El
ritmo de la vida de los cruzados en Palestina estaba marcado por la
religión. Compaginaban la defensa de los lugares sagrados con los
quehaceres de la sociedad cristiana.
La
Iglesia, a través de las Órdenes religiosas y los
obispos, supo condicionar
las nuevas formas de vida en Palestina y regular la vida cotidiana de
todos sus habitantes.
Tres
formas de vida surgieron en Oriente a raíz de las Cruzadas; las tres
en el mismo ámbito, pero con características bien distintas.
En
primer lugar, los caballeros
consagraban
su vida al ideal cruzado y a la defensa de los peregrinos. El Temple
y el Hospital fueron las dos instituciones principales. La vida
diaria de estos caballeros estaba sujeta a una regla rígida en la
que la disciplina era fundamental.

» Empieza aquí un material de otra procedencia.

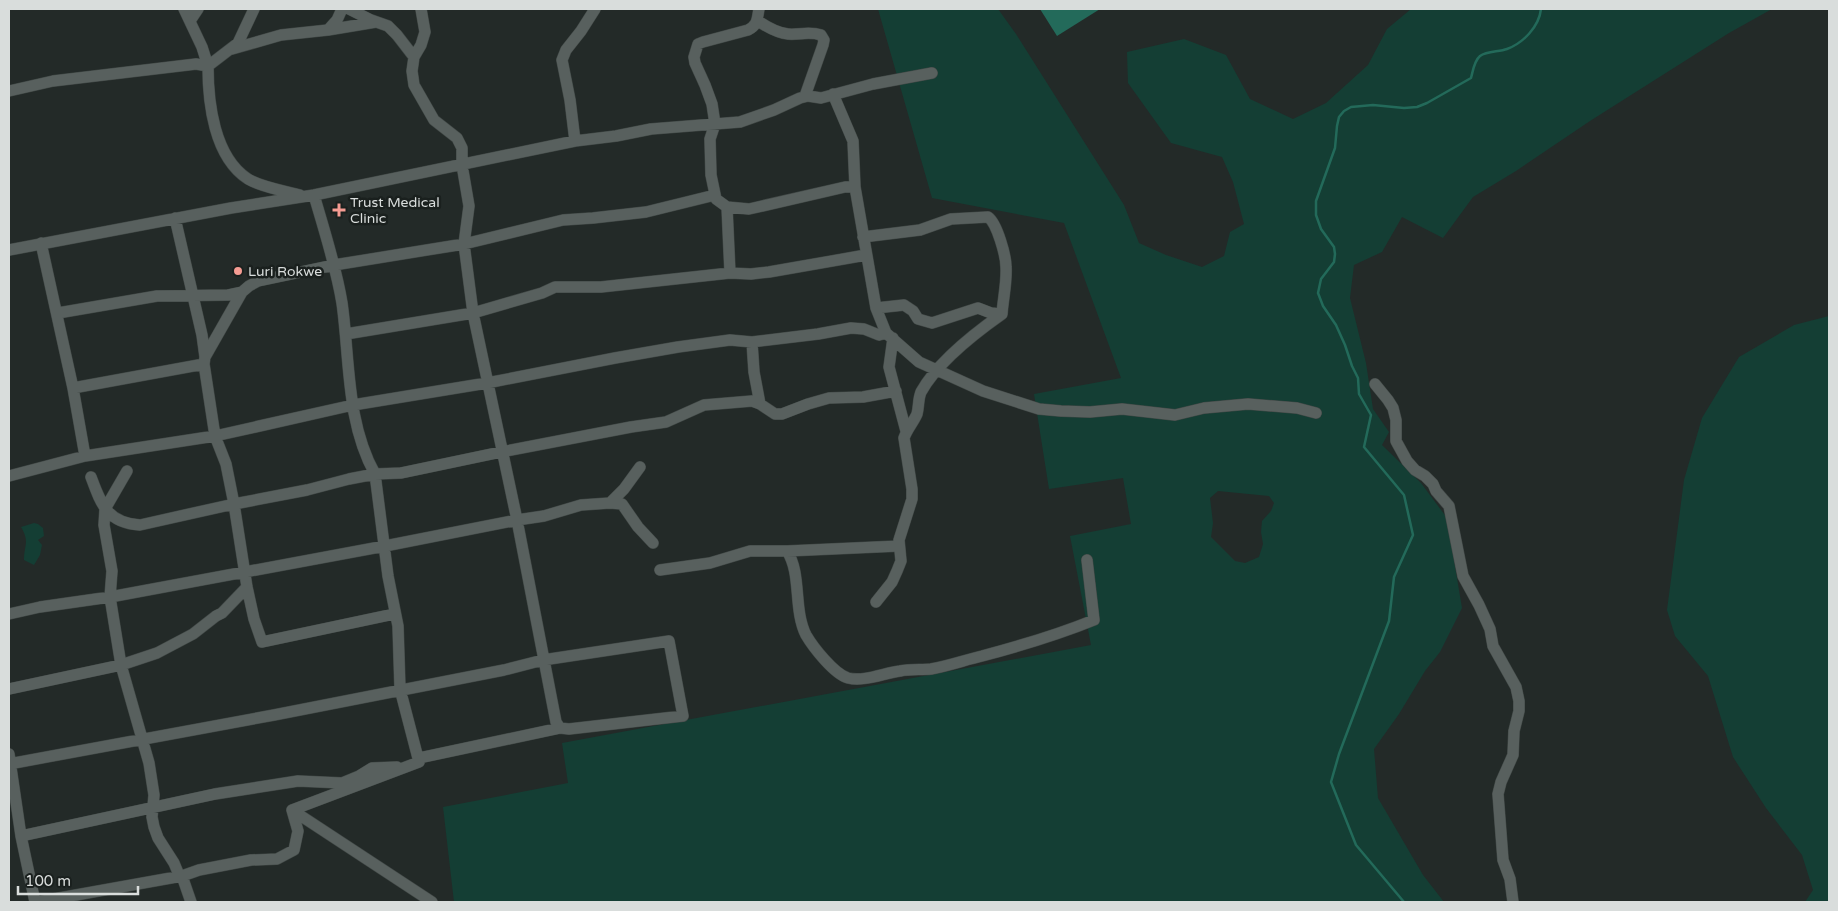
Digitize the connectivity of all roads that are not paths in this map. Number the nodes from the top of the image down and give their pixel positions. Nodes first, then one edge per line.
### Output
1 (184, 9) edge
2 (198, 9) edge
3 (254, 9) edge
4 (342, 9) edge
5 (350, 9) edge
6 (421, 9) edge
7 (595, 9) edge
8 (759, 9) edge
9 (190, 21) junction
10 (758, 21) junction
11 (376, 22) junction
12 (328, 30) junction
13 (230, 49) junction
14 (414, 57) junction
15 (208, 66) junction
16 (932, 73) dead end
17 (9, 91) edge
18 (833, 94) junction
19 (805, 96) junction
20 (715, 124) junction
21 (694, 126) junction
22 (710, 139) junction
23 (575, 141) junction
24 (462, 164) junction
25 (854, 187) junction
26 (715, 195) junction
27 (309, 196) junction
28 (727, 208) junction
29 (174, 218) junction
30 (863, 237) junction
31 (41, 244) junction
32 (464, 244) junction
33 (9, 250) edge
34 (866, 255) junction
35 (334, 265) junction
36 (730, 273) junction
37 (242, 292) junction
38 (192, 296) junction
39 (876, 308) junction
40 (58, 313) junction
41 (473, 313) junction
42 (1002, 314) junction
43 (346, 334) junction
44 (890, 335) junction
45 (752, 342) junction
46 (205, 361) junction
47 (936, 371) junction
48 (487, 383) junction
49 (1374, 384) dead end
50 (73, 388) junction
51 (896, 391) junction
52 (760, 404) junction
53 (353, 406) junction
54 (1316, 413) dead end
55 (906, 431) junction
56 (215, 436) junction
57 (501, 452) junction
58 (85, 456) junction
59 (640, 467) dead end
60 (127, 471) dead end
61 (375, 474) junction
62 (9, 476) edge
63 (92, 477) dead end
64 (610, 503) junction
65 (234, 504) junction
66 (105, 510) junction
67 (516, 520) junction
68 (653, 543) dead end
69 (385, 546) junction
70 (899, 546) junction
71 (787, 551) junction
72 (1087, 560) dead end
73 (660, 570) dead end
74 (245, 572) junction
75 (247, 587) junction
76 (110, 597) junction
77 (876, 602) dead end
78 (9, 614) edge
79 (394, 614) junction
80 (543, 660) junction
81 (121, 665) junction
82 (9, 689) edge
83 (400, 690) junction
84 (560, 728) junction
85 (143, 739) junction
86 (9, 760) edge
87 (419, 760) junction
88 (153, 806) junction
89 (292, 810) junction
90 (21, 836) junction
91 (182, 876) junction
92 (36, 902) edge
93 (191, 902) edge
94 (432, 902) edge
95 (1513, 902) edge

1 - 9 street
2 - 9 street
3 - 13 street
4 - 12 street
5 - 11 street
6 - 14 street
7 - 23 street
8 - 10 street
9 - 15 street
10 - 19 street
10 - 20 street
11 - 12 street
11 - 14 street
12 - 13 street
13 - 15 street
14 - 24 street
15 - 17 street
15 - 27 street
16 - 18 street
18 - 19 street
18 - 25 street
19 - 20 street
20 - 21 street
20 - 22 street
21 - 22 street
21 - 23 street
22 - 26 street
23 - 24 street
24 - 27 street
24 - 32 street
25 - 28 street
25 - 30 street
26 - 28 street
26 - 32 street
27 - 29 street
27 - 35 street
28 - 36 street
29 - 31 street
29 - 38 street
30 - 34 street
30 - 42 street
31 - 33 street
31 - 40 street
32 - 35 street
32 - 41 street
34 - 36 street
34 - 39 street
35 - 37 street
35 - 43 street
36 - 41 street
37 - 38 street
37 - 46 street
38 - 40 street
38 - 46 street
39 - 42 street
39 - 44 street
40 - 50 street
41 - 43 street
41 - 48 street
42 - 47 street
43 - 53 street
44 - 45 street
44 - 47 street
44 - 51 street
45 - 48 street
45 - 52 street
46 - 50 street
46 - 56 street
47 - 54 street
47 - 55 street
48 - 53 street
48 - 57 street
49 - 95 street
50 - 58 street
51 - 52 street
51 - 55 street
52 - 57 street
53 - 56 street
53 - 61 street
55 - 70 street
56 - 58 street
56 - 65 street
57 - 61 street
57 - 67 street
58 - 62 street
59 - 64 street
60 - 66 street
61 - 65 street
61 - 69 street
63 - 66 street
64 - 67 street
64 - 68 street
65 - 66 street
65 - 74 street
66 - 76 street
67 - 69 street
67 - 80 street
69 - 74 street
69 - 79 street
70 - 71 street
70 - 77 street
71 - 72 street
71 - 73 street
74 - 75 street
74 - 76 street
75 - 79 street
75 - 81 street
76 - 78 street
76 - 81 street
79 - 83 street
80 - 83 street
80 - 84 street
80 - 84 street
81 - 82 street
81 - 85 street
83 - 85 street
83 - 87 street
84 - 87 street
85 - 86 street
85 - 88 street
86 - 90 street
87 - 88 street
87 - 89 street
88 - 90 street
88 - 91 street
89 - 91 street
89 - 94 street
90 - 92 street
91 - 92 street
91 - 93 street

Los caballeros templarios y
hospitalarios
renunciaron
a todo para servir en su Orden. Su
vida se regía desde el momento del ingreso por un horario y una
regla monacal,
que solo se alteraba en ocasiones excepcionales, cuando estallaba una
guerra o se libraba una batalla. Los
caballeros vivían en castillos y encomiendas bajo las órdenes de un
superior que aplicaba con rigidez las normas por las que se
organizaba la vida diaria.
Rezar, mantener siempre listo el equipo de combate y practicar
ejercicios era la monótona ocupación de estos monjes-soldados.
El
segundo grupo lo formaban todos aquellos que habían acudido a las
Cruzadas en busca de fortuna. Había nobles segundones que lograron
ascender en la escala social gracias a las tierras y los bienes
logrados en la guerra, pero también mercaderes que hicieron
sustanciosos negocios gracias al comercio,
como los mercaderes venecianos y genoveses que cobraban importantes
sumas de dinero a los peregrinos por llevarlos en sus barcos. Su día
a día apenas difería del de sus colegas en Europa, pero la
amenaza constante de una guerra con el Islam, siempre a punto de
estallar, pendía sobre sus cabezas.
¿Cómo era la vida de los peregrinos?
El
tercer grupo lo formaban los peregrinos. Los había de todo tipo y
condición: ricos y pobres, nobles y plebeyos, ancianos y jóvenes.
Ir
a la tierra de las Cruzadas como peregrino era muy peligroso.
Por ello se solía dictar testamento antes de iniciar el viaje. El
precio de la travesía resultaba elevado; solo los adinerados podían
permitirse pagarlo, mientras que los menos favorecidos trabajaban
para costearse el pasaje e incluso se alquilaban como mercenarios
para sufragar sus gastos. Si sorteaban a los bandidos, los piratas
y
las tempestades y conseguían llegar a Tierra Santa, buscaban la
protección de las Órdenes militares y se alojaban en sus
hospitales, encomiendas y fortalezas pagando algún dinero o
prestando servicios diversos. Llegar a Jerusalén
y
rezar ante el que se consideraba el lugar del sepulcro de Cristo
compensaba
los riesgos del peregrinaje. El viaje de vuelta a casa no era menos
peligroso: incluso poderosos reyes, como Ricardo Corazón de León,
quedaron cautivos durante mucho tiempo al ser apresados en el viaje
de regreso. Cobrar
rescates por la liberación de los peregrinos capturados se convirtió
en un pingüe negocio para muchos.
El
viaje era muy complicado, pues a
la amenaza de los musulmanes se unía la de los bandidos que
acechaban sus caravanas.
En ocasiones fueron los propios caballeros cristianos los que se
convirtieron en bandoleros, como hizo el templario Reinaldo de
Chatillon, que en la segunda mitad del siglo XII se dedicó al saqueo
de peregrinos cristianos y de mercaderes musulmanes, desatando la ira
del caudillo Saladino,
que reconquistó Jerusalén para el Islam
en
1187.
Como
en todas partes, la gran obsesión para la mayoría es la comida,
reducida a cereales, legumbres y hortalizas, salvo la de los
poderosos, que incluía pescado y carne. Judíos, musulmanes y
cristianos compartían mercados, salvo en el caso de las carnicerías,
en el que cada religión disponía de sus propios establecimientos.